[Saved entries]
——————
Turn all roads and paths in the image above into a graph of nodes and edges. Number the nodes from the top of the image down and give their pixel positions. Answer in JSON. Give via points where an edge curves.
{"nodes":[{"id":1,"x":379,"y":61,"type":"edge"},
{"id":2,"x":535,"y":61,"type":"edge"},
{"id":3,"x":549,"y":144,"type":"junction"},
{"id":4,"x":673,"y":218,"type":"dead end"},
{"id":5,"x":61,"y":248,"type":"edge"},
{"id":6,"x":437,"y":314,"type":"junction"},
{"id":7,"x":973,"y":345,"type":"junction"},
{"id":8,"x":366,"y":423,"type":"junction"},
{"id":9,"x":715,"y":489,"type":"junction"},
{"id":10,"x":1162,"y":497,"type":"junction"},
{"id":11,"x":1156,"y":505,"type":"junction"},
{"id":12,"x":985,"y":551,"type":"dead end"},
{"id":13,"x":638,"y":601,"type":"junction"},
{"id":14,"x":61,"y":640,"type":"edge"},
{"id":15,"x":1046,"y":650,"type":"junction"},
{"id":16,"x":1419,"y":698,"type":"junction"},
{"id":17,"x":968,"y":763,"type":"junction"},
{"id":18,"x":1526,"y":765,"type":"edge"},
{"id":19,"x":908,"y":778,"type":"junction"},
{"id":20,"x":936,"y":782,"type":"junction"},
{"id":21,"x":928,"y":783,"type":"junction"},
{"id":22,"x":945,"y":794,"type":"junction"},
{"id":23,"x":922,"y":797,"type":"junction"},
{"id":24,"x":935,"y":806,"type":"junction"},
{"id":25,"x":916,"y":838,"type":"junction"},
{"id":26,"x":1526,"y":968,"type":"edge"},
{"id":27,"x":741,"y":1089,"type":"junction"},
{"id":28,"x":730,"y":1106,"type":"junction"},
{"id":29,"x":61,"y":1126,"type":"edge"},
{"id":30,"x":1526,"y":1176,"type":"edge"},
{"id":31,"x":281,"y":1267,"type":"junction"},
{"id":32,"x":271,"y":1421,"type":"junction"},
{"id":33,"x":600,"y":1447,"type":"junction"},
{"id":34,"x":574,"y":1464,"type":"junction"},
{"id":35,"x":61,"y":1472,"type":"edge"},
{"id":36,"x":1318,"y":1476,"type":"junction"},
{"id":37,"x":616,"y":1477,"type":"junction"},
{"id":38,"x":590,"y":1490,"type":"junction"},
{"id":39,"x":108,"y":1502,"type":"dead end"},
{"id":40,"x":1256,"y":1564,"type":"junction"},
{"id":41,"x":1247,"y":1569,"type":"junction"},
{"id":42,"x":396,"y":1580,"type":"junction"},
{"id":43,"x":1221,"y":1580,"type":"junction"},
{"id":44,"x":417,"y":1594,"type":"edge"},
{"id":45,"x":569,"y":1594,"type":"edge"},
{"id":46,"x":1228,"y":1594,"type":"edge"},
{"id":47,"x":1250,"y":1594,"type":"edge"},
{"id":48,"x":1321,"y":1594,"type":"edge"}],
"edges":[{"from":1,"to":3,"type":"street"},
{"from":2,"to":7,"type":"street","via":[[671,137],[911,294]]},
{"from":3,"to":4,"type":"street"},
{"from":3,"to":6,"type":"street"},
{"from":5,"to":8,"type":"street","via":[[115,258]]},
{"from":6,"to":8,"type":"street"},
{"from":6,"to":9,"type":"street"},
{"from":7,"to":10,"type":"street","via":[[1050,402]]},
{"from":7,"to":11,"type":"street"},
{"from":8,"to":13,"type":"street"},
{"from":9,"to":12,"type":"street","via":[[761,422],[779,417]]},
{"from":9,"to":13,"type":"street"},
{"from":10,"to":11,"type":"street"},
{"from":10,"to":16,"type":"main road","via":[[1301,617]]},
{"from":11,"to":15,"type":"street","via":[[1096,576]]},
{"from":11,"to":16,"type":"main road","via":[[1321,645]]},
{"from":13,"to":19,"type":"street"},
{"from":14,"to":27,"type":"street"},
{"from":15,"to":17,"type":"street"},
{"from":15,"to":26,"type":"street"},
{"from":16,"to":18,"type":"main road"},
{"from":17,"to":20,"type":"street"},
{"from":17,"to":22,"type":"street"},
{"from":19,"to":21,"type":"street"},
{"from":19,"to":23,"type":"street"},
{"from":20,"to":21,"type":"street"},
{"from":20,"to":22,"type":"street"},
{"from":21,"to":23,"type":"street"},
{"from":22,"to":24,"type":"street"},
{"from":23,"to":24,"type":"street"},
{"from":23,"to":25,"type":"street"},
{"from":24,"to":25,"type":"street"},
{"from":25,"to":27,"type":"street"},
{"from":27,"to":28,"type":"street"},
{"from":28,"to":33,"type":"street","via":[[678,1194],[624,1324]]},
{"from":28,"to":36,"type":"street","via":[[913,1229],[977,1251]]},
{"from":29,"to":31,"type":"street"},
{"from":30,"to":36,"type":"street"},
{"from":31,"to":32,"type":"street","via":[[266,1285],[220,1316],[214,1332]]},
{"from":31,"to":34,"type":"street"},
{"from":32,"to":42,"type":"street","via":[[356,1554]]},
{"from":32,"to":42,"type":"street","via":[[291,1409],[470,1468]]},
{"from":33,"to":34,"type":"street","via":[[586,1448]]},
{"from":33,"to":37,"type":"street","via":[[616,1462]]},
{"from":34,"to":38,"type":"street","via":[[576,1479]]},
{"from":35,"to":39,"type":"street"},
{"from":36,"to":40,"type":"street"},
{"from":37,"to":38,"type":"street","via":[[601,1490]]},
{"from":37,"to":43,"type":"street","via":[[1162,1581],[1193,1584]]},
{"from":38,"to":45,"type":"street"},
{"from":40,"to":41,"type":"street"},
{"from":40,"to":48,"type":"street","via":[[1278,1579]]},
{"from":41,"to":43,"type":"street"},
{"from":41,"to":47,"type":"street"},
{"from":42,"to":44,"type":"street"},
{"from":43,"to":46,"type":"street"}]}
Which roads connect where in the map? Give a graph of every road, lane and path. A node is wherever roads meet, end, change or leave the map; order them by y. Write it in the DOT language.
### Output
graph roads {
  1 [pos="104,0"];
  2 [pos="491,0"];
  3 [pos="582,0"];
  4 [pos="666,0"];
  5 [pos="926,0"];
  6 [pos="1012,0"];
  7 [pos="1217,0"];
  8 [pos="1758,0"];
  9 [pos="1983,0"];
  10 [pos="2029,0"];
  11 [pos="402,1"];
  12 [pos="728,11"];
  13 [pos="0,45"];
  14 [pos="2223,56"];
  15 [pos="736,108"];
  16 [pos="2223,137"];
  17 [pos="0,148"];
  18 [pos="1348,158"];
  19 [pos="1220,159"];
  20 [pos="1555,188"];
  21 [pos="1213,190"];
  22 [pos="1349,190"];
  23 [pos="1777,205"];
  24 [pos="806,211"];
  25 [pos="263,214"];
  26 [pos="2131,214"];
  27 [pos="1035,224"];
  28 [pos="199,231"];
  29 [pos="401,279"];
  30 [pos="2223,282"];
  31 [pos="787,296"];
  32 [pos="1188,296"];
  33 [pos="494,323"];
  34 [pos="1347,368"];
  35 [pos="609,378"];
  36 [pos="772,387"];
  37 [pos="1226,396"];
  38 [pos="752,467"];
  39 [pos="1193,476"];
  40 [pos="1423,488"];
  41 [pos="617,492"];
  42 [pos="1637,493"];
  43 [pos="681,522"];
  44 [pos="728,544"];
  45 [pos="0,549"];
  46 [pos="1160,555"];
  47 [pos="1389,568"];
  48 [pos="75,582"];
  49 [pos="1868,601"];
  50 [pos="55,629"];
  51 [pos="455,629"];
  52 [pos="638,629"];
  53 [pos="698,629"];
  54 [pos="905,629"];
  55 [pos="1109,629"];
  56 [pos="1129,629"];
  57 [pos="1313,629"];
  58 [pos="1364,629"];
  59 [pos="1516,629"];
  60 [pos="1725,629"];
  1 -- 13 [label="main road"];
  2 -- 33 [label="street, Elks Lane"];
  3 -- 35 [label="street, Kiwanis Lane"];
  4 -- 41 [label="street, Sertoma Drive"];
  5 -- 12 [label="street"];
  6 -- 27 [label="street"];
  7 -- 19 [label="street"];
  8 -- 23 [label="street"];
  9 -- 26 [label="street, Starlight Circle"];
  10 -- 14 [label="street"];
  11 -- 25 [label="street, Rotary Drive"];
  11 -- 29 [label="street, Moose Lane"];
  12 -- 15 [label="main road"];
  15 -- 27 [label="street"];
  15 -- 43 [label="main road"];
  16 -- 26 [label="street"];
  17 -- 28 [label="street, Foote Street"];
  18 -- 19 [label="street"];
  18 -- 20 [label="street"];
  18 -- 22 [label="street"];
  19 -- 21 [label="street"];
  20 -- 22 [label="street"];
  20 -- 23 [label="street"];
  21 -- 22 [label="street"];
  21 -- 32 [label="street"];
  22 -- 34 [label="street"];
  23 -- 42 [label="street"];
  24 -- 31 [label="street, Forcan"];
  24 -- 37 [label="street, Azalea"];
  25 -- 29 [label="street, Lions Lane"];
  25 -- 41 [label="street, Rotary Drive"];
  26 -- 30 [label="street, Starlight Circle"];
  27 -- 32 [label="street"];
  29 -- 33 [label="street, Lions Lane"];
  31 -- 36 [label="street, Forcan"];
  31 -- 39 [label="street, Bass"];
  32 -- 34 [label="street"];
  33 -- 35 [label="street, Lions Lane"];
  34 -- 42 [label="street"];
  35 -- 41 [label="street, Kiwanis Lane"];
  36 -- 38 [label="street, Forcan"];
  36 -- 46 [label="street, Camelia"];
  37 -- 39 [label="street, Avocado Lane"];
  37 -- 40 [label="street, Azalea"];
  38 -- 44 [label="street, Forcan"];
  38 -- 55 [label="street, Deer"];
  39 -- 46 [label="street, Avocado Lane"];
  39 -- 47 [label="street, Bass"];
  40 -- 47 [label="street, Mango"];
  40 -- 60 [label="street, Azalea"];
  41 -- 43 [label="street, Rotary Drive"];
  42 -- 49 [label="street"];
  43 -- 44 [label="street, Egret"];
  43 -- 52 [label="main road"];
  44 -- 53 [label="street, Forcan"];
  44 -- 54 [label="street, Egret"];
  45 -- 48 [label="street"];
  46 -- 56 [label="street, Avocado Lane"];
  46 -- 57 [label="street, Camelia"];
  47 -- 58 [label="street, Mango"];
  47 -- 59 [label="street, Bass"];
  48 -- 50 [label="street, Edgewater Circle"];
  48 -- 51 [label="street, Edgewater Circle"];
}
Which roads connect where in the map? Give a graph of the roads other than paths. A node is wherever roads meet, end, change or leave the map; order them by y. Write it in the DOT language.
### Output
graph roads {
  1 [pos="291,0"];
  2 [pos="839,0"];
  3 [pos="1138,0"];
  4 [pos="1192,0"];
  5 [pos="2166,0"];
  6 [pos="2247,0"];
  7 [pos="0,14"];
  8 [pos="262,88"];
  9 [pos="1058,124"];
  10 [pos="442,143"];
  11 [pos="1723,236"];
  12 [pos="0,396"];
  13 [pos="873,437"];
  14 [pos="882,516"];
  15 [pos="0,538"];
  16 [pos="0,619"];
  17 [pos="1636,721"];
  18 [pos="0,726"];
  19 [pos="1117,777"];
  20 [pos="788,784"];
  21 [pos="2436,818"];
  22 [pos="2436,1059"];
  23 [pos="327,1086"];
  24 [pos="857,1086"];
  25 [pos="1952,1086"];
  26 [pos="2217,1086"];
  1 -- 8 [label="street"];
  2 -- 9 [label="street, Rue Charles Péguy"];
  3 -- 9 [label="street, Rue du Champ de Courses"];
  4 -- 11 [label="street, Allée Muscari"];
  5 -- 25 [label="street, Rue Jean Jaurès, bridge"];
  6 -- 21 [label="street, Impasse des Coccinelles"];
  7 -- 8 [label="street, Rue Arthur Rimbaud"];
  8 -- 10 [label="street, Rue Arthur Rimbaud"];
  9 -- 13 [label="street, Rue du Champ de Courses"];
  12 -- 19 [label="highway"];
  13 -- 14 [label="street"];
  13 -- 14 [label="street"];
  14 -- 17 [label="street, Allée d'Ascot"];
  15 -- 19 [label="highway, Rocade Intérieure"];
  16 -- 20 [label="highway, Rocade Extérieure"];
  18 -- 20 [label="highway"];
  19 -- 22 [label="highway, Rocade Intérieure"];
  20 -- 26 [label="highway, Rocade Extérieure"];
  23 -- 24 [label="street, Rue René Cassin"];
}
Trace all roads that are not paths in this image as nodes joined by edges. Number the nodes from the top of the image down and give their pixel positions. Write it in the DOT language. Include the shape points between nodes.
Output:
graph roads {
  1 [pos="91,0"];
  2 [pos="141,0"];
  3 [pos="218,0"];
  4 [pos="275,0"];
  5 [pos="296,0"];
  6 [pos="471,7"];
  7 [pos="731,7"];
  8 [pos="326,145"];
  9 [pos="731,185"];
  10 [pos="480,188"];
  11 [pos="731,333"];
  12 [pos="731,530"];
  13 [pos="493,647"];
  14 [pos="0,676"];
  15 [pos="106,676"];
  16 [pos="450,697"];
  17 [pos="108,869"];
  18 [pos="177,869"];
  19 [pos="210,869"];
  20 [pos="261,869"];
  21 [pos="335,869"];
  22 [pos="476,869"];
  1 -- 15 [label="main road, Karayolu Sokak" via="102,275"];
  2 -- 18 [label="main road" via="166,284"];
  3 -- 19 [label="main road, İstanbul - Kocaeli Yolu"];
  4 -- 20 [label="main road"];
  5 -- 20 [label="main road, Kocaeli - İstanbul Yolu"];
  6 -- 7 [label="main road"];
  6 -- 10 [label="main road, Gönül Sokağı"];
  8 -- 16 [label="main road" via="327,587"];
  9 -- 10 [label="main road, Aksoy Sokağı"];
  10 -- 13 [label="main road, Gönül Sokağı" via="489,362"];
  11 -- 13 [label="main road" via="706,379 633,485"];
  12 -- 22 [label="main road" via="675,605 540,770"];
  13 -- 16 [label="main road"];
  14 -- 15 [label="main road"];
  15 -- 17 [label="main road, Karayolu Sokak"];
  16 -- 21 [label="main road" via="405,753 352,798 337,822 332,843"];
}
——————
* What the exercise asks: The answer should be nothing but the number of lines above that contain "Rocade".

* Response to the task: 4